(Records from a data source)
◇ ◇ ◇

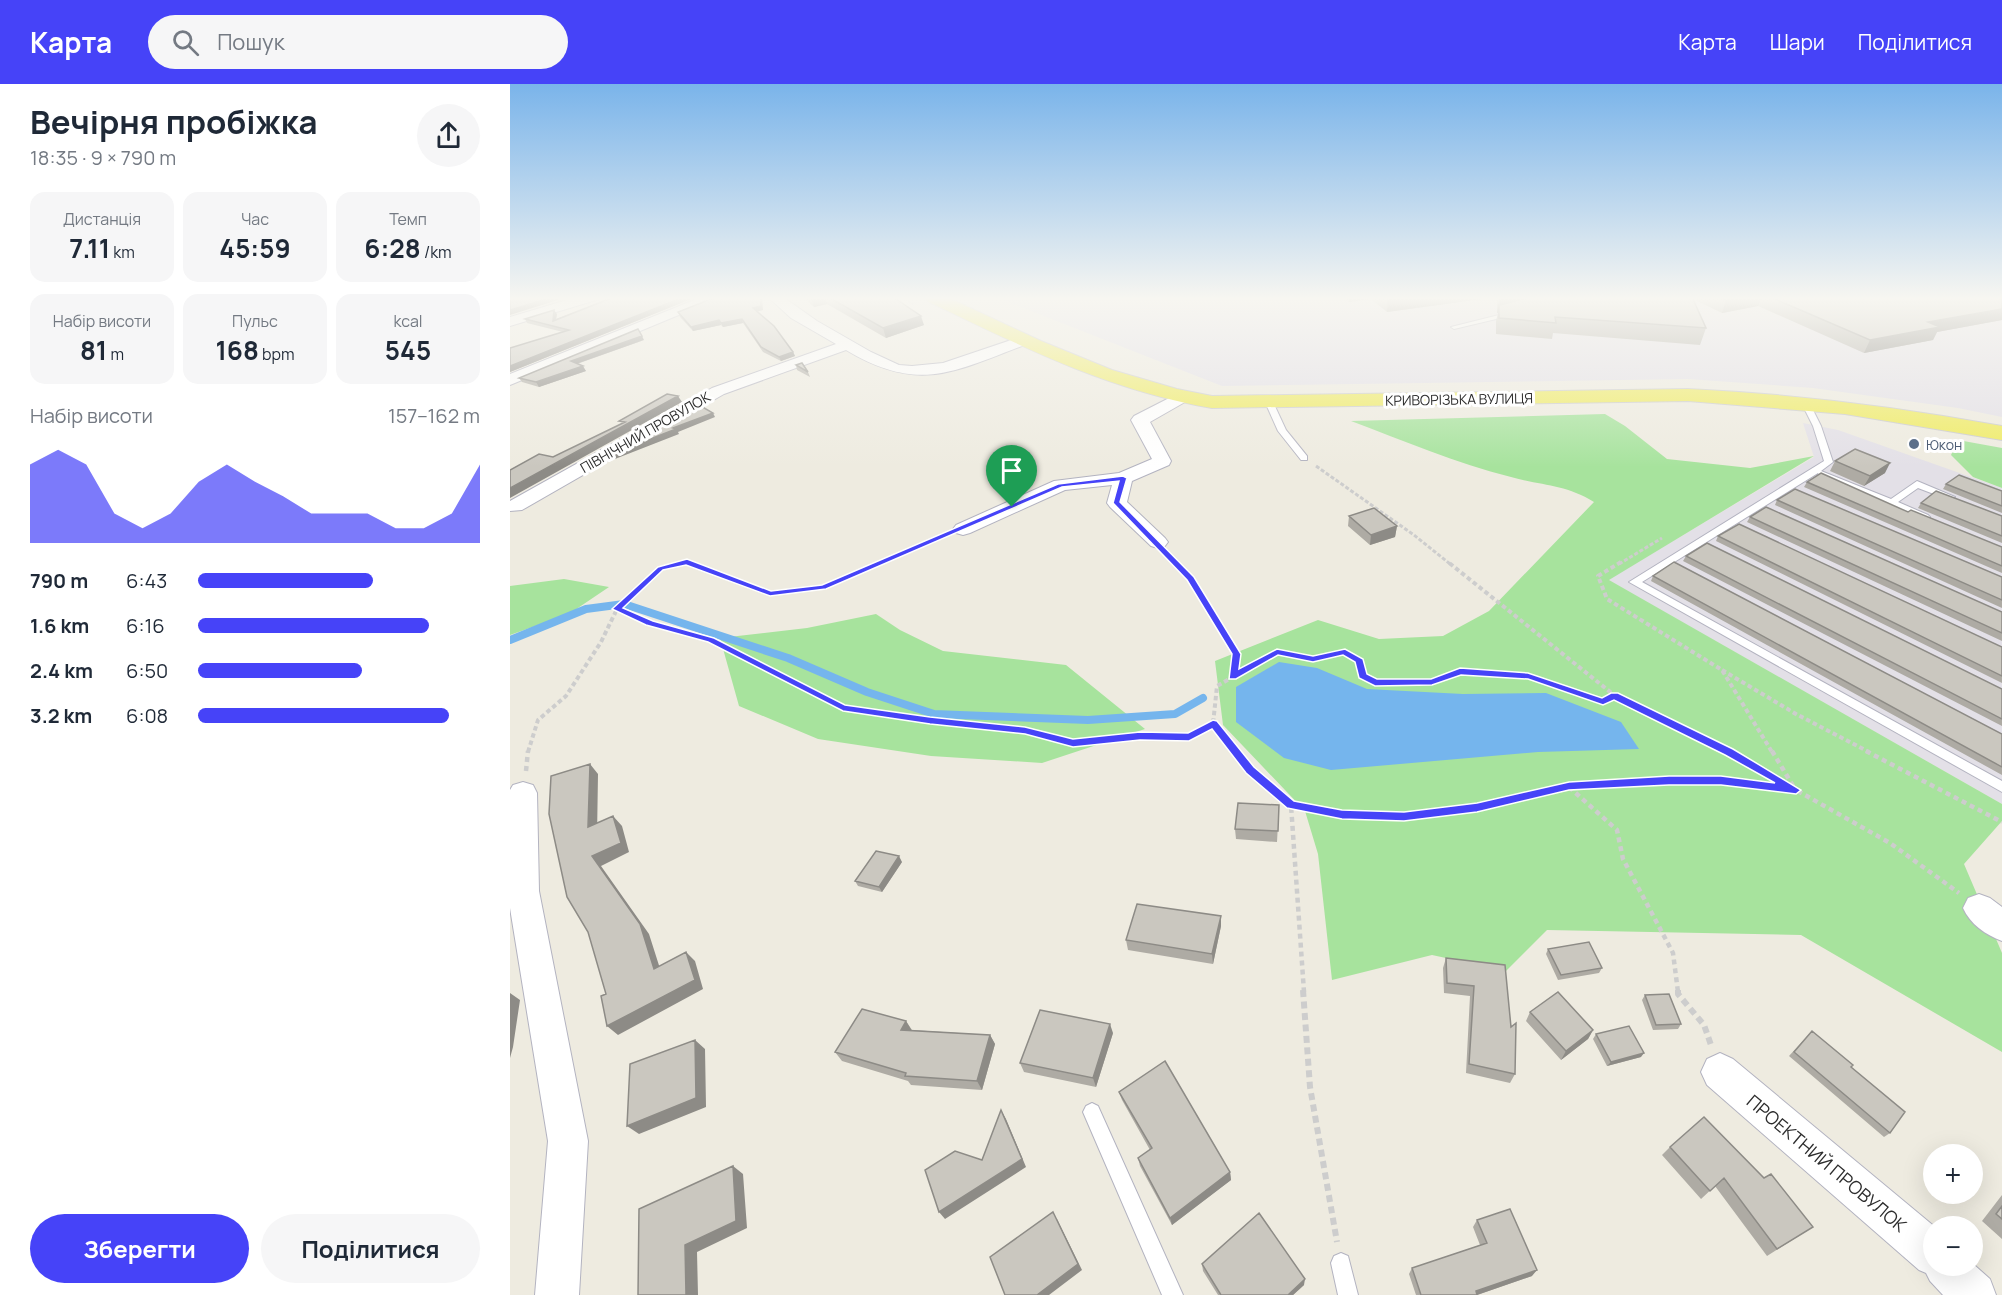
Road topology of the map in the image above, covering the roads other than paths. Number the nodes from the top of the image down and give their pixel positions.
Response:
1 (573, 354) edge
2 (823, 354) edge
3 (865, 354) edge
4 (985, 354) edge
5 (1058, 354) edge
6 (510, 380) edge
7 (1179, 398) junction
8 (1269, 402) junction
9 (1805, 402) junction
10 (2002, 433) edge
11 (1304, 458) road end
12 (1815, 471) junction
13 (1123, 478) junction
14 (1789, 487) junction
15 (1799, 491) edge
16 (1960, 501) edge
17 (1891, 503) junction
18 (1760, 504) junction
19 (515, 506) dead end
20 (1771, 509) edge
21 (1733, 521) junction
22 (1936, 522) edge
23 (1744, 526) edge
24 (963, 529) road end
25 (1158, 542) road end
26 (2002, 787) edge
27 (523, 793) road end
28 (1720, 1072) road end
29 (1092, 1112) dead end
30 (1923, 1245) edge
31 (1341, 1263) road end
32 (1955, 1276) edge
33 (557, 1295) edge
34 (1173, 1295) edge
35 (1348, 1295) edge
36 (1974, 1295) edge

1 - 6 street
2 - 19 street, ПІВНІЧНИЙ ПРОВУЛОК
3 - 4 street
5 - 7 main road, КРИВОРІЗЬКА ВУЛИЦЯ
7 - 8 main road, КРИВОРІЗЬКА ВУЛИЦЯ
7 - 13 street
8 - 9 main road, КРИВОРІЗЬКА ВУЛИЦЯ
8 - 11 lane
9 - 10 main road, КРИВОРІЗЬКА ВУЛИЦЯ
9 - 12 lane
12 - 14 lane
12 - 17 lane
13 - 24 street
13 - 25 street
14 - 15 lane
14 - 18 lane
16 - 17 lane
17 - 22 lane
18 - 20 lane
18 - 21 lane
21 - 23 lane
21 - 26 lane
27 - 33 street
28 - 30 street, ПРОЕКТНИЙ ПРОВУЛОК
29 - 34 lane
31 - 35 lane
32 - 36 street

◇ ◇ ◇

§ Exercise directions
Every record must be copied exactly, with the pictures left out.

§ Reply to the exercise
Road topology of the map in the image above, covering the roads other than paths. Number the nodes from the top of the image down and give their pixel positions.
Response:
1 (573, 354) edge
2 (823, 354) edge
3 (865, 354) edge
4 (985, 354) edge
5 (1058, 354) edge
6 (510, 380) edge
7 (1179, 398) junction
8 (1269, 402) junction
9 (1805, 402) junction
10 (2002, 433) edge
11 (1304, 458) road end
12 (1815, 471) junction
13 (1123, 478) junction
14 (1789, 487) junction
15 (1799, 491) edge
16 (1960, 501) edge
17 (1891, 503) junction
18 (1760, 504) junction
19 (515, 506) dead end
20 (1771, 509) edge
21 (1733, 521) junction
22 (1936, 522) edge
23 (1744, 526) edge
24 (963, 529) road end
25 (1158, 542) road end
26 (2002, 787) edge
27 (523, 793) road end
28 (1720, 1072) road end
29 (1092, 1112) dead end
30 (1923, 1245) edge
31 (1341, 1263) road end
32 (1955, 1276) edge
33 (557, 1295) edge
34 (1173, 1295) edge
35 (1348, 1295) edge
36 (1974, 1295) edge

1 - 6 street
2 - 19 street, ПІВНІЧНИЙ ПРОВУЛОК
3 - 4 street
5 - 7 main road, КРИВОРІЗЬКА ВУЛИЦЯ
7 - 8 main road, КРИВОРІЗЬКА ВУЛИЦЯ
7 - 13 street
8 - 9 main road, КРИВОРІЗЬКА ВУЛИЦЯ
8 - 11 lane
9 - 10 main road, КРИВОРІЗЬКА ВУЛИЦЯ
9 - 12 lane
12 - 14 lane
12 - 17 lane
13 - 24 street
13 - 25 street
14 - 15 lane
14 - 18 lane
16 - 17 lane
17 - 22 lane
18 - 20 lane
18 - 21 lane
21 - 23 lane
21 - 26 lane
27 - 33 street
28 - 30 street, ПРОЕКТНИЙ ПРОВУЛОК
29 - 34 lane
31 - 35 lane
32 - 36 street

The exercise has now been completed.